Stored data entries
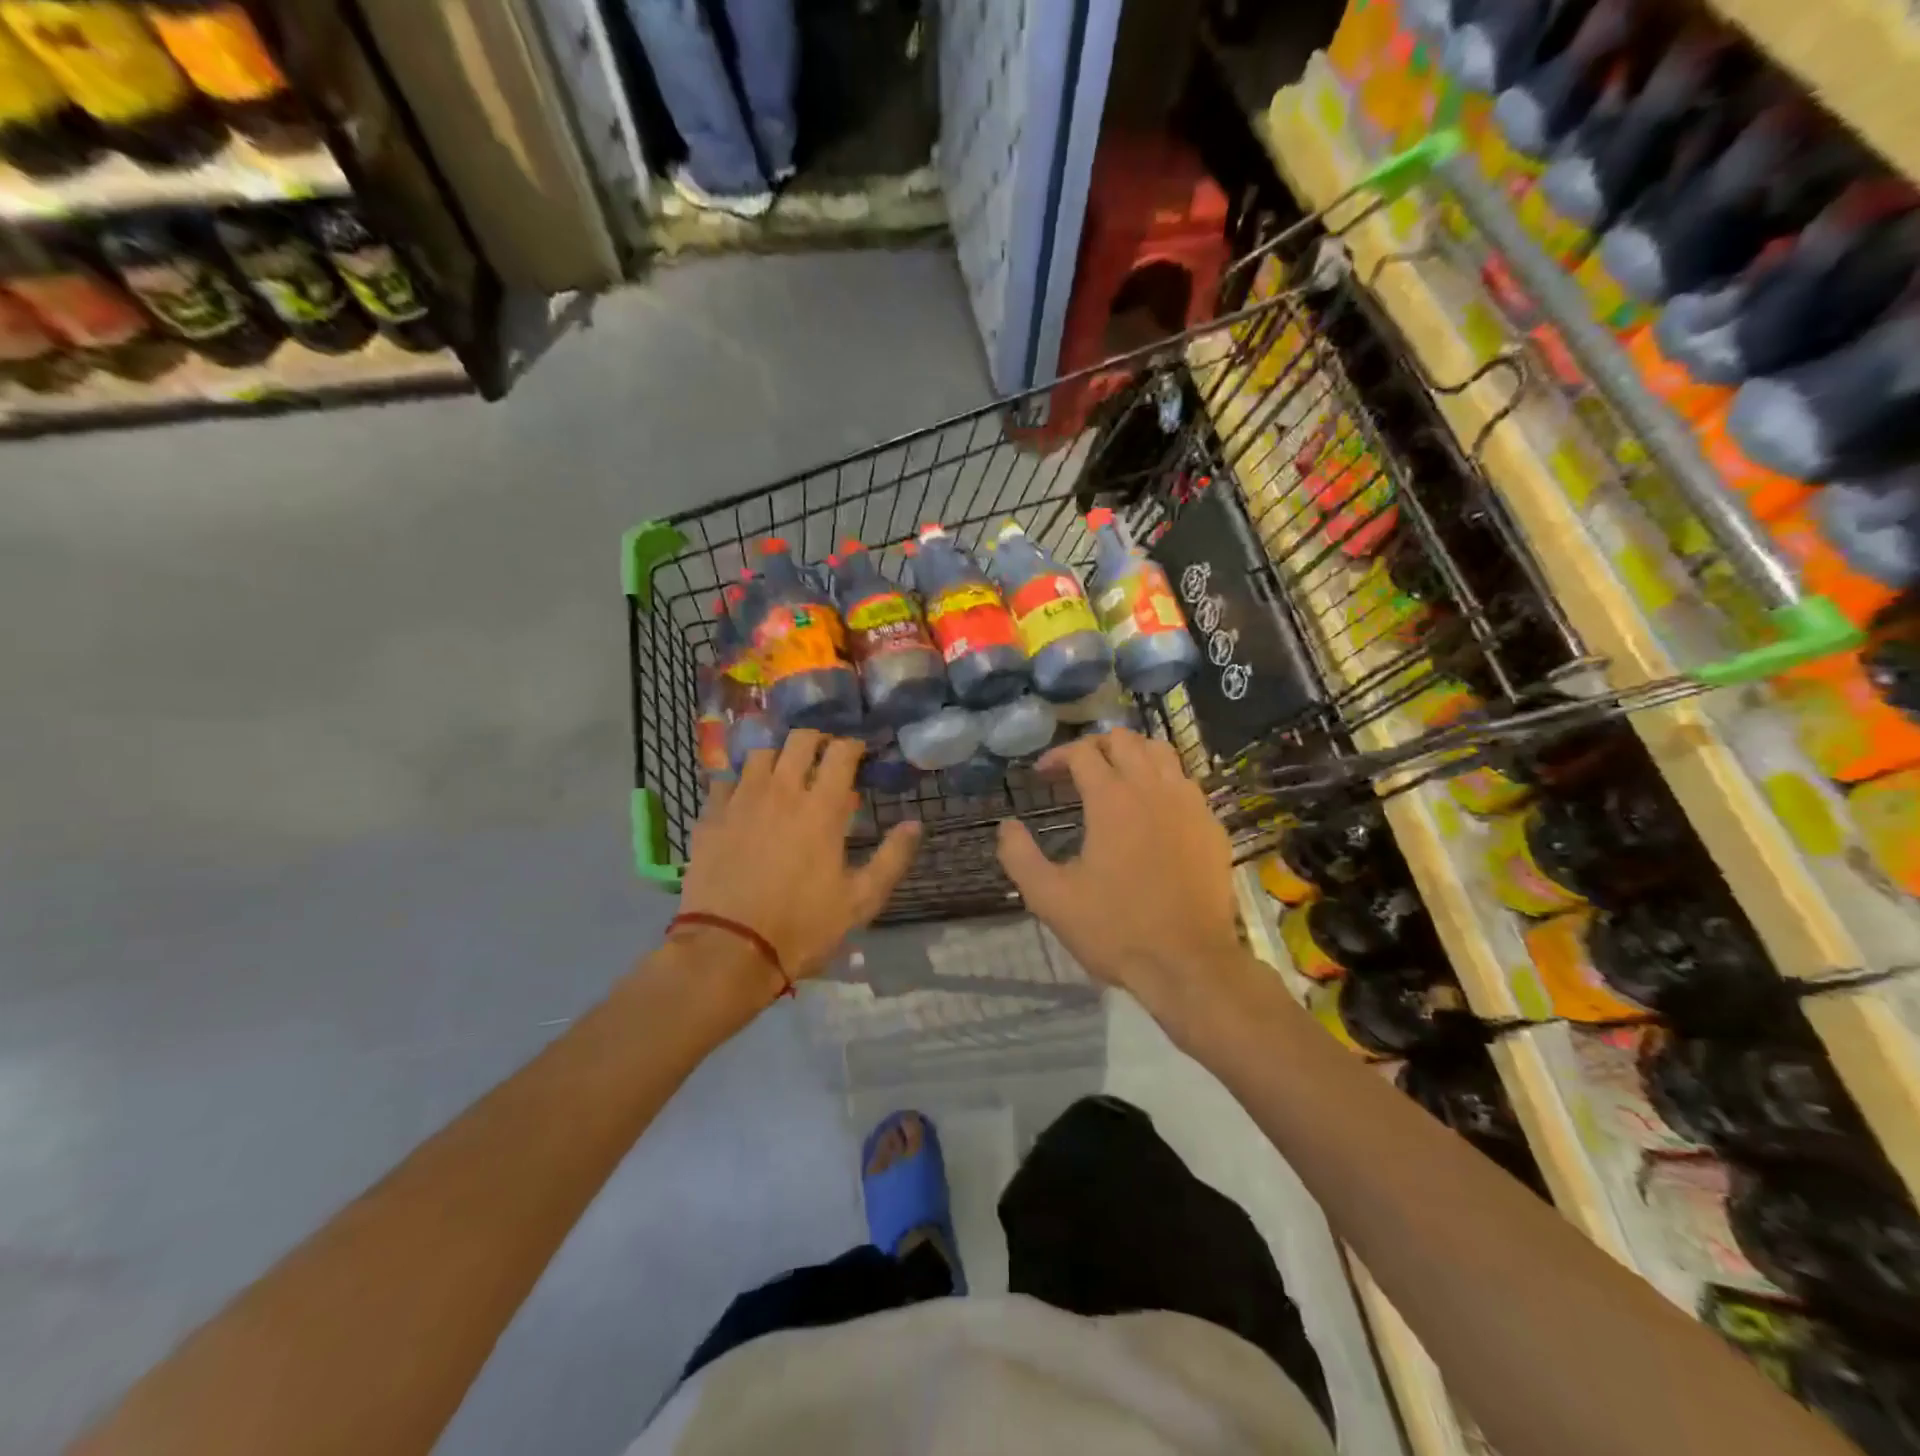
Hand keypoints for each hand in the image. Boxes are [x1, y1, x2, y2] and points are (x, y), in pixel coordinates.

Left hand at [677, 731, 921, 988]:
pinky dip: (740, 783)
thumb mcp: (860, 901)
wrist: (728, 950)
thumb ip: (891, 858)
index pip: (840, 752)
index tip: (859, 753)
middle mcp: (781, 792)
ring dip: (778, 758)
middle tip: (824, 758)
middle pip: (799, 739)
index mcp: (821, 809)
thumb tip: (915, 824)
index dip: (853, 745)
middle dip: (817, 740)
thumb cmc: (802, 927)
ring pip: (761, 754)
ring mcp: (740, 801)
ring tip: (784, 776)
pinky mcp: (709, 818)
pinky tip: (745, 800)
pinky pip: (724, 781)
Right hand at [996, 728, 1245, 1022]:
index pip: (1082, 752)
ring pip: (1161, 752)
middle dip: (1094, 746)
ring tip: (1115, 778)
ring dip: (1132, 754)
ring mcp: (1189, 804)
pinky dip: (1162, 780)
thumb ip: (1019, 856)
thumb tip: (1007, 825)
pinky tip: (1152, 809)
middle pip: (1124, 740)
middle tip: (1075, 771)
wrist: (1189, 964)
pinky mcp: (1211, 825)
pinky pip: (1186, 782)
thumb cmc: (1115, 929)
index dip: (1057, 756)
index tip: (1042, 776)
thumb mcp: (1050, 899)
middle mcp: (1153, 789)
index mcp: (1112, 800)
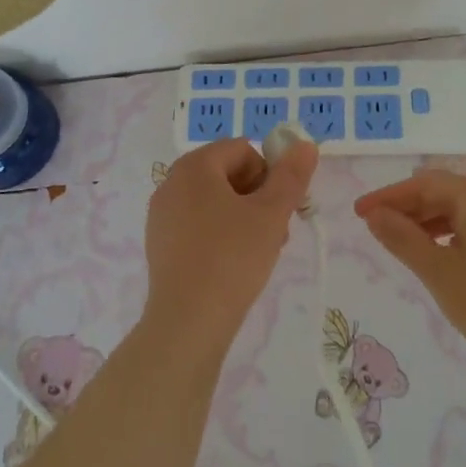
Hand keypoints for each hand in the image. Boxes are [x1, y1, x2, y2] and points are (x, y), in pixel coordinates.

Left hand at [144, 137, 318, 353]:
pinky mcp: (160, 243)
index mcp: (195, 166)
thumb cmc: (232, 258)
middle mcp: (172, 182)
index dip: (269, 175)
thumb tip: (305, 144)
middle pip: (228, 174)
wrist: (188, 322)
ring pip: (215, 201)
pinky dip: (220, 235)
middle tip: (275, 233)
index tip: (280, 209)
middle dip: (258, 198)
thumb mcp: (271, 214)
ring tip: (259, 252)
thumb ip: (291, 176)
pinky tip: (233, 265)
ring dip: (243, 217)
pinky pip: (197, 224)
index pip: (244, 150)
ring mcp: (162, 214)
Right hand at [355, 172, 465, 372]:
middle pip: (446, 193)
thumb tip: (375, 216)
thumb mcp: (437, 271)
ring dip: (430, 222)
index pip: (425, 183)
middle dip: (409, 208)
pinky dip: (454, 235)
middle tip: (377, 228)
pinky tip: (440, 257)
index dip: (389, 196)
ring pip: (465, 212)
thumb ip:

About this task = Check each line of the entries above for the word "hand". List the ones that have it.

Exercise response =
Hand keypoints for each hand in the image. Boxes are [x1, y1, x2, y2] and points are (x, y), in pixel coordinates.
Left hand at [677, 731, 921, 988]:
Right hand at [996, 728, 1245, 1022]:
Hand keypoints for each hand in the image. Boxes are [x1, y1, x2, y2] and points are (x, y), in pixel coordinates.
Left hand at [144, 137, 318, 353]:
Right hand at [355, 172, 465, 372]:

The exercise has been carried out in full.